The "last guy" syndrome is especially common in AD: You wouldn't apply that sort of spot-fix, but you're new to the company; the "last guy" used many individual permissions and now they're scattered all over the directory—and you're afraid to change anything for fear of what will break.

File Servers

File servers present a major set of challenges to enterprise security. Windows file permissions and file permission inheritance is a powerful, flexible tool for securing files, but they can also be complex, and the built-in user interface for managing file permissions doesn't necessarily reflect that complexity. Thus, organizations tend to manage file server permissions somewhat haphazardly, rarely enjoying any kind of insight into their total security picture. It becomes easy to have files that are incorrectly secured, simply through oversight.

Windows' own file-management routines also make security management more difficult than it needs to be. For example, most files take their security permissions from their parent folders rather than having those permissions directly applied. This technique makes security management somewhat less complex because you can manage security on fewer objects (you're likely to have fewer folders than files). When you move or copy a file, however, its permissions inherit from its new parent folder. Although this feature is useful in some instances because you can simply relocate files to change their permissions (assuming all of your folder permissions are correct), it is an annoying feature because you can't easily relocate files en masse (such as to a new volume) while retaining their permissions. Of course, there are third-party tools and Microsoft resource kit tools that can assist with this task, which we'll explore in Chapter 5.

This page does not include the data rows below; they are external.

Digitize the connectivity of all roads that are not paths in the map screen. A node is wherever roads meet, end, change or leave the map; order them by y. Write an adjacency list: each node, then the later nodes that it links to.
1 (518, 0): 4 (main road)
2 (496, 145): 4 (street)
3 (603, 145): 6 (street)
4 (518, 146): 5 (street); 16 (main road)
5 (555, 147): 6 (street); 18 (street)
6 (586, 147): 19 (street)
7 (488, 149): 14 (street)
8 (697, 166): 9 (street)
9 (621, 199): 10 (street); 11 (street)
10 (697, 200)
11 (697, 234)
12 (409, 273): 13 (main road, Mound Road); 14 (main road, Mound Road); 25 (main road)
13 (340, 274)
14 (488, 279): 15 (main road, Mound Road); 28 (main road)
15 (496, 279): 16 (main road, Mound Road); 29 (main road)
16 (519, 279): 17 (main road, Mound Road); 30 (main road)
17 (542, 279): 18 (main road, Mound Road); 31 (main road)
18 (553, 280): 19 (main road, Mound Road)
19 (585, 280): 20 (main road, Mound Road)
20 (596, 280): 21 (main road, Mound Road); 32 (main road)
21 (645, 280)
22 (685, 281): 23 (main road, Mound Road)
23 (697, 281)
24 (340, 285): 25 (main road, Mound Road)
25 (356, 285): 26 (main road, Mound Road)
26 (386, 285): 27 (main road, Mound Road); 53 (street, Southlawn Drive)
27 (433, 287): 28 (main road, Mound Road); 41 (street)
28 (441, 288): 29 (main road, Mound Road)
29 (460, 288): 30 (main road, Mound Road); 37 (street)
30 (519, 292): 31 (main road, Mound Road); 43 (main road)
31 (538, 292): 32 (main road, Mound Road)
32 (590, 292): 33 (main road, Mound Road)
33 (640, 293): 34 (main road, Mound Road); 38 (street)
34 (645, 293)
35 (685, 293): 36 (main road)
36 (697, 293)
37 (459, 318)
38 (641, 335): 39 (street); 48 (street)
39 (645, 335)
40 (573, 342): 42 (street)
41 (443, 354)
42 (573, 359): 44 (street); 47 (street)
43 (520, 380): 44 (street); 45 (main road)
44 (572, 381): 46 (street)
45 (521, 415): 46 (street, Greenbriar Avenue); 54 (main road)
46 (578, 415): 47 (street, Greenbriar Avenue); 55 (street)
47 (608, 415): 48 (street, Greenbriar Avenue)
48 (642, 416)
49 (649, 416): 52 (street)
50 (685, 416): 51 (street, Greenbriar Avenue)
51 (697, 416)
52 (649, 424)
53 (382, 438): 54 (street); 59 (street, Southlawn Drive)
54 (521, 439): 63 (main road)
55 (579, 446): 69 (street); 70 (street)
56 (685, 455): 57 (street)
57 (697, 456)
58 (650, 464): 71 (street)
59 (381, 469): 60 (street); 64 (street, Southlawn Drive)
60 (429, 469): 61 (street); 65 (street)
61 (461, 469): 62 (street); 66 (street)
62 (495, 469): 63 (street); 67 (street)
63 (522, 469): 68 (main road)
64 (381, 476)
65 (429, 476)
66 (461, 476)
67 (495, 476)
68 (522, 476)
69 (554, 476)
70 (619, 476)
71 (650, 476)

Traditionally, Microsoft's resource kit tools are created by groups within Microsoft who recognize a need for them. In fact, many aspects of Windows management would be horrible without these tools. However, Microsoft doesn't support these tools, so the very thing you need to get your job done is, in fact, unsupported.

When available and affordable, it is preferable to work with commercial tools from third-party companies because they are supported. Thus, if there is a problem with the way a tool works, you have somewhere to turn. In addition, third-party tools tend to be more robust and are better documented.

Reporting and auditing is another area in which Windows falls short. Many organizations—especially those affected by legislation mandating minimum security standards—often have a need to generate a comprehensive report about their security settings. For example, you might want to create a report of all files to which a certain user group has access, all security settings on a set of files, or files that don't have a specified set of permissions applied. These tasks are impossible with Windows' built-in tools, but certainly need to be addressed in a timely manner.

Another security shortcoming in Windows that most administrators don't even realize exists is that, by default, users accessing a Windows file server can see every folder and file—even ones they don't necessarily have access to. Preventing users from seeing files they shouldn't have access to is the first step in keeping those same users from trying to work around your security restrictions. Although simply hiding files doesn't protect them, obscuring files that are already protected can make those protections more effective by helping to keep users from trying to work around the protections.

Servers and Services

The background services that run on various servers present a double security problem. On one hand, each service naturally has some kind of built-in functionality and most are designed to be network-accessible. Thus, services can have vulnerabilities in their functionality, which can be exploited over the network. On the other hand, most services must authenticate in order to run. Although many use the all-powerful LocalSystem account (a problem in and of itself), others use a domain or local user account, which must be managed. Figure 1.5 illustrates service authentication and network access.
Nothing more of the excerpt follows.